What the task requires: In the records that follow, locate every line with "Borchardsheide" and extract it.

Information:
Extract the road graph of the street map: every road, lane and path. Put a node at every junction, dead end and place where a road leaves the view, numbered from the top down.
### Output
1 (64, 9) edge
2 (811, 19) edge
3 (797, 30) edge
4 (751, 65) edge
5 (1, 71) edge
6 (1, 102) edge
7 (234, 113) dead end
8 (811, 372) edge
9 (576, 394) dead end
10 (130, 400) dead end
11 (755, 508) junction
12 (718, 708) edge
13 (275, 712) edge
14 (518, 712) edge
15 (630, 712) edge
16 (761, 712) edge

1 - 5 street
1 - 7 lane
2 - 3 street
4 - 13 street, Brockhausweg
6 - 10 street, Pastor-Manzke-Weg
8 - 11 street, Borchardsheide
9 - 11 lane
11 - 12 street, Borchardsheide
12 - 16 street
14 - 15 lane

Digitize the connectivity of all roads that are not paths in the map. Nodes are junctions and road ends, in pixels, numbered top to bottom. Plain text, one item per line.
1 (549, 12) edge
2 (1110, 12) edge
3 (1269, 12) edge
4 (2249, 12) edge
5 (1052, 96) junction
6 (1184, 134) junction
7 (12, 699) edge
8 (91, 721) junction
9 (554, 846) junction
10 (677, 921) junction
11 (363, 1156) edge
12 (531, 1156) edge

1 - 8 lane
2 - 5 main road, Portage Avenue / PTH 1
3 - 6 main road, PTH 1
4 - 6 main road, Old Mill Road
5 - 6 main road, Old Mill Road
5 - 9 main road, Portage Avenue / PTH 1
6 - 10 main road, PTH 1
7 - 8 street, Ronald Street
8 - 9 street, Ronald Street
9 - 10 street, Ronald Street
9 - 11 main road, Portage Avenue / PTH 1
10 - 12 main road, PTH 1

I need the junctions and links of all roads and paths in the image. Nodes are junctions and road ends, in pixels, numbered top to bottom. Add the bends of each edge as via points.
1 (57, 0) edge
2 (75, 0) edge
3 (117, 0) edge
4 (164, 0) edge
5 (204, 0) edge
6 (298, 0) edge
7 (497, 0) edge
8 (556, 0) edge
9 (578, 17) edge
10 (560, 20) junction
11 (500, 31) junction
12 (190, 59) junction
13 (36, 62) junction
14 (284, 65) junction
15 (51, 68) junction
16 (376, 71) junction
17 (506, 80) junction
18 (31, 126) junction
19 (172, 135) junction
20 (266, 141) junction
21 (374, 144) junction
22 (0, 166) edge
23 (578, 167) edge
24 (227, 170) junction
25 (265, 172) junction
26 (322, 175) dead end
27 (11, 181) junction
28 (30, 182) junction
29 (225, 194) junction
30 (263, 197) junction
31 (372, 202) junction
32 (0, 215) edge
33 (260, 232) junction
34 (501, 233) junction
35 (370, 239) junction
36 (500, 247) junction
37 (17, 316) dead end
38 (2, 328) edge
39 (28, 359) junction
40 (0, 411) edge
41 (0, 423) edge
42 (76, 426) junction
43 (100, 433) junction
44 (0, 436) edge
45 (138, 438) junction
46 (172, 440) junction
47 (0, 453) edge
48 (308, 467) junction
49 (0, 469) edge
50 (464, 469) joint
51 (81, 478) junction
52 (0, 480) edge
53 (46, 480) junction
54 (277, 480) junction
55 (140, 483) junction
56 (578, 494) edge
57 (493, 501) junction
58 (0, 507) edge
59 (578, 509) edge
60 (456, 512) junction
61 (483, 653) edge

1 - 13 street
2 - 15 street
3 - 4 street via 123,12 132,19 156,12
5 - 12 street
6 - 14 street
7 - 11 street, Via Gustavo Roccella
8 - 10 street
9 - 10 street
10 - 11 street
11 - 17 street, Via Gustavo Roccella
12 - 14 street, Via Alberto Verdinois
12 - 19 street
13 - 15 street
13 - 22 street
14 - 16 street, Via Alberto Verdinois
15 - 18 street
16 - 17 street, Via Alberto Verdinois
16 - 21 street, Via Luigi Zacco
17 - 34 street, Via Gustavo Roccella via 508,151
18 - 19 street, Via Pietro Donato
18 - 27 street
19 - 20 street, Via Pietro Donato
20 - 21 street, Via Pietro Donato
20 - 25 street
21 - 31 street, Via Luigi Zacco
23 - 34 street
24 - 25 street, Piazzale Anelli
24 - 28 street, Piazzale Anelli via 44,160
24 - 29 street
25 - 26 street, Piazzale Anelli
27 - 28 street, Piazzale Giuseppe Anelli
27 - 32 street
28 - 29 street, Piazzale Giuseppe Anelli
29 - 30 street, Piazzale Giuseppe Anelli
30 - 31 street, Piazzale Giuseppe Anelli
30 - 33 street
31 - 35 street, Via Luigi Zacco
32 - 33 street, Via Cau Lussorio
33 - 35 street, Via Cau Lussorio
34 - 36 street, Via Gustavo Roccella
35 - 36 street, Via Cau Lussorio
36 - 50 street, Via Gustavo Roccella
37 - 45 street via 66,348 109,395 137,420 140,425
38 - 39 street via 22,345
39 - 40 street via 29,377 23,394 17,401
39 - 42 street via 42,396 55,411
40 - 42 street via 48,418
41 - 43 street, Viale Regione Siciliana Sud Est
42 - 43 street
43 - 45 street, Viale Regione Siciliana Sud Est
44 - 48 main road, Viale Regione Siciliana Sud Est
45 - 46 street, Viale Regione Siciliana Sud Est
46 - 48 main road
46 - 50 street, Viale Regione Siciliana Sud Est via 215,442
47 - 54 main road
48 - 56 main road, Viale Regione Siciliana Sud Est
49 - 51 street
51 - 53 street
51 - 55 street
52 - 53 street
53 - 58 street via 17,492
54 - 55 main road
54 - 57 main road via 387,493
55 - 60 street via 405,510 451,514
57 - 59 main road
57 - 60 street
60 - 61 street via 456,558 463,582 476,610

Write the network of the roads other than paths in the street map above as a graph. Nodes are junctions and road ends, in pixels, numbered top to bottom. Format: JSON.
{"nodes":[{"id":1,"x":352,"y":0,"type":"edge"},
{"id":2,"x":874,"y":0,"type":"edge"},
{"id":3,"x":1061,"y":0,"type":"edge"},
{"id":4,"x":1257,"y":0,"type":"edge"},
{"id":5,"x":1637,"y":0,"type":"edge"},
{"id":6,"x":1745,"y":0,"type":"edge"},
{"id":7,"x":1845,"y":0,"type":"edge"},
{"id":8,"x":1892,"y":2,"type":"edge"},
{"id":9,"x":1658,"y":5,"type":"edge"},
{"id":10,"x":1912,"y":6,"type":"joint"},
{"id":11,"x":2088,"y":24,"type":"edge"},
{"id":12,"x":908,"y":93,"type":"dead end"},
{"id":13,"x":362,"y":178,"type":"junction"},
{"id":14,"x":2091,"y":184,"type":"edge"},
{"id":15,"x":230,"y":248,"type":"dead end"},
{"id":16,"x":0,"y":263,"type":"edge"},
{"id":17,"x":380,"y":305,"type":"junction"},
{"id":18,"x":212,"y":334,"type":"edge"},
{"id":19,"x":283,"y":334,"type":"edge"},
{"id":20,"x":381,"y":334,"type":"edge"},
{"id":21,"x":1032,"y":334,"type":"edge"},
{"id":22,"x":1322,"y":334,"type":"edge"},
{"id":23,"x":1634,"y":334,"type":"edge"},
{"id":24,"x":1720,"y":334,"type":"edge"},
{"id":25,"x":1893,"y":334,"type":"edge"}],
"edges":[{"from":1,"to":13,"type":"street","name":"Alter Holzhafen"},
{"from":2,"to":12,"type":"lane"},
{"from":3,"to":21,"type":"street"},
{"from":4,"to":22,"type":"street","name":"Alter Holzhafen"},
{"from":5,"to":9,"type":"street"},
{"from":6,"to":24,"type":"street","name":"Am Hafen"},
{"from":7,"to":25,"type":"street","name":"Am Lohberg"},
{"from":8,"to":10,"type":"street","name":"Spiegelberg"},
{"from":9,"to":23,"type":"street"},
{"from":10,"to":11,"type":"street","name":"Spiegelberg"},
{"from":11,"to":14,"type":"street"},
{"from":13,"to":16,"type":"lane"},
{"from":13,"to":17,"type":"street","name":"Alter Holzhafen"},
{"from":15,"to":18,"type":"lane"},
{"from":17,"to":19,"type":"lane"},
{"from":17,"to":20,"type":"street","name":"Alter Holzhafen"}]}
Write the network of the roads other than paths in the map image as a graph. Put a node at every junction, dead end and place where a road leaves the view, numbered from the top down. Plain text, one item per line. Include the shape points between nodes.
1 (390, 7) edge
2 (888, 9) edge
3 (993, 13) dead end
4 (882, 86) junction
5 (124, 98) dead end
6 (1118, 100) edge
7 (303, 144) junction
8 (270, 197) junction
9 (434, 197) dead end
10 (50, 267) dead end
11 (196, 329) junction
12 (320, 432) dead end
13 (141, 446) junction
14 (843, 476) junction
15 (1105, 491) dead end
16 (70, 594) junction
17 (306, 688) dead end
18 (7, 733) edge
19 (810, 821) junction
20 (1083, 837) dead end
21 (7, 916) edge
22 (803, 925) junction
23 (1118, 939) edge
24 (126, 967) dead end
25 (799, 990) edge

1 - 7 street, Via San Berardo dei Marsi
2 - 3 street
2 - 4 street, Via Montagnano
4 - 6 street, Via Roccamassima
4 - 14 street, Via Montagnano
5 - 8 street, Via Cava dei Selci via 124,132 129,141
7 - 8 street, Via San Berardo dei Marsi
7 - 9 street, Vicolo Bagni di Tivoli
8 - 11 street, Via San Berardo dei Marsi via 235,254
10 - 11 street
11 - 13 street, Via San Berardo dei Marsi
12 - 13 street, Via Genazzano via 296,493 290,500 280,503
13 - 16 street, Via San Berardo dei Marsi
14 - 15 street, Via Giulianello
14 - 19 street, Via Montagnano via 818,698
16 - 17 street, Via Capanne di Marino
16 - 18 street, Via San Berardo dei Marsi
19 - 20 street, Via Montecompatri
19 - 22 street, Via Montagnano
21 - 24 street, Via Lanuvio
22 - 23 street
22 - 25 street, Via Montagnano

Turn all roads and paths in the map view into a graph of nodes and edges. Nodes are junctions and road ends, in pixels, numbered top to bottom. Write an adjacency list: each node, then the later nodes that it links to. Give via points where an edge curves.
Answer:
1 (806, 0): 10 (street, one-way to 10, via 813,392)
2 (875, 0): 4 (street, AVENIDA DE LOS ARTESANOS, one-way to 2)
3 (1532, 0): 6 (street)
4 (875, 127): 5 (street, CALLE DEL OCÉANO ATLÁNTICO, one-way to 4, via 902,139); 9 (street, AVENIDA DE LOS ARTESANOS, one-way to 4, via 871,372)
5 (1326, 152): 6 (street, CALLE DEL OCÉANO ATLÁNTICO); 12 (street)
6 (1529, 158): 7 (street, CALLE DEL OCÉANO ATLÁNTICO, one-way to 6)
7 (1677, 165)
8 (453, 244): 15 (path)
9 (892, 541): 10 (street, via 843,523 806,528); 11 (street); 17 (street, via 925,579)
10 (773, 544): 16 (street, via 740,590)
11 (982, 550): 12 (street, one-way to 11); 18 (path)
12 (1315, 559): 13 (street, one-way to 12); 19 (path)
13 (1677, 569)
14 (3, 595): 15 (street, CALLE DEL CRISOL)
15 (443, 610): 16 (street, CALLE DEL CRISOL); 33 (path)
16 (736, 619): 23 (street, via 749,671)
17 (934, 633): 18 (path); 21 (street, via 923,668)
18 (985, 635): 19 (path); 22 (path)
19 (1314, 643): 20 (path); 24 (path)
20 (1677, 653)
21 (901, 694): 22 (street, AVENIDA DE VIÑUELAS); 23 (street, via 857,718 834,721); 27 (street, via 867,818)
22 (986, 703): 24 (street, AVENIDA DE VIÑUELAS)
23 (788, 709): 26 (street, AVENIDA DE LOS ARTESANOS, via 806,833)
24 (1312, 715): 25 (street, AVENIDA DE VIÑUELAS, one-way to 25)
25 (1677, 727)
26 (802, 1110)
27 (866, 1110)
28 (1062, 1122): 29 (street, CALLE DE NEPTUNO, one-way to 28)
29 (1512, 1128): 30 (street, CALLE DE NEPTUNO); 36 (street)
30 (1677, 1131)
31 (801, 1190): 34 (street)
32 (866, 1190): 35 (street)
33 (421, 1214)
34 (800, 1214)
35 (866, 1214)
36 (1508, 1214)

Answer for the task:
8 - 11 street, Borchardsheide
11 - 12 street, Borchardsheide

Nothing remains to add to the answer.